▶ **Data for this exercise**
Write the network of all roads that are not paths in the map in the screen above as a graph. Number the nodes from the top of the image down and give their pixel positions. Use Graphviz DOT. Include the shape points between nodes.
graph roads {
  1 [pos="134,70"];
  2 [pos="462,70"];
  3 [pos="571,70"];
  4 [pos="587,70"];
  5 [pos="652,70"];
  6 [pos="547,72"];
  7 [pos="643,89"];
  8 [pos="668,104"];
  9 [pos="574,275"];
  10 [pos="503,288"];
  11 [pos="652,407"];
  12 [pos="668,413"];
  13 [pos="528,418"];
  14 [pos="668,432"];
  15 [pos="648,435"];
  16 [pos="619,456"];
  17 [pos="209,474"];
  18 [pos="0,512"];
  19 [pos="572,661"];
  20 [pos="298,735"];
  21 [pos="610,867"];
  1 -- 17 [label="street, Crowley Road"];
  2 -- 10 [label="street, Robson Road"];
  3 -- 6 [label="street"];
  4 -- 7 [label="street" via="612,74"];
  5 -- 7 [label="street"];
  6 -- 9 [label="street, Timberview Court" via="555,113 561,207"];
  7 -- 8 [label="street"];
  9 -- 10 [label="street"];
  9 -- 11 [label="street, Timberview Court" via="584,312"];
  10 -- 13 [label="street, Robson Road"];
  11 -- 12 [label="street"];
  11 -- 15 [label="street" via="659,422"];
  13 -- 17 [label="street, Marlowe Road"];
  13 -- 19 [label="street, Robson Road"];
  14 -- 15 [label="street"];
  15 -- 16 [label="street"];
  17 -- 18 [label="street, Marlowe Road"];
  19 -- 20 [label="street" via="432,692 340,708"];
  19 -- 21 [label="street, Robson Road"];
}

▶ **Instructions to follow**
Where in the listing does the string "roads" appear? Copy every line that has it.

▶ **Output**
Write the network of all roads that are not paths in the map in the screen above as a graph. Number the nodes from the top of the image down and give their pixel positions. Use Graphviz DOT. Include the shape points between nodes.
graph roads {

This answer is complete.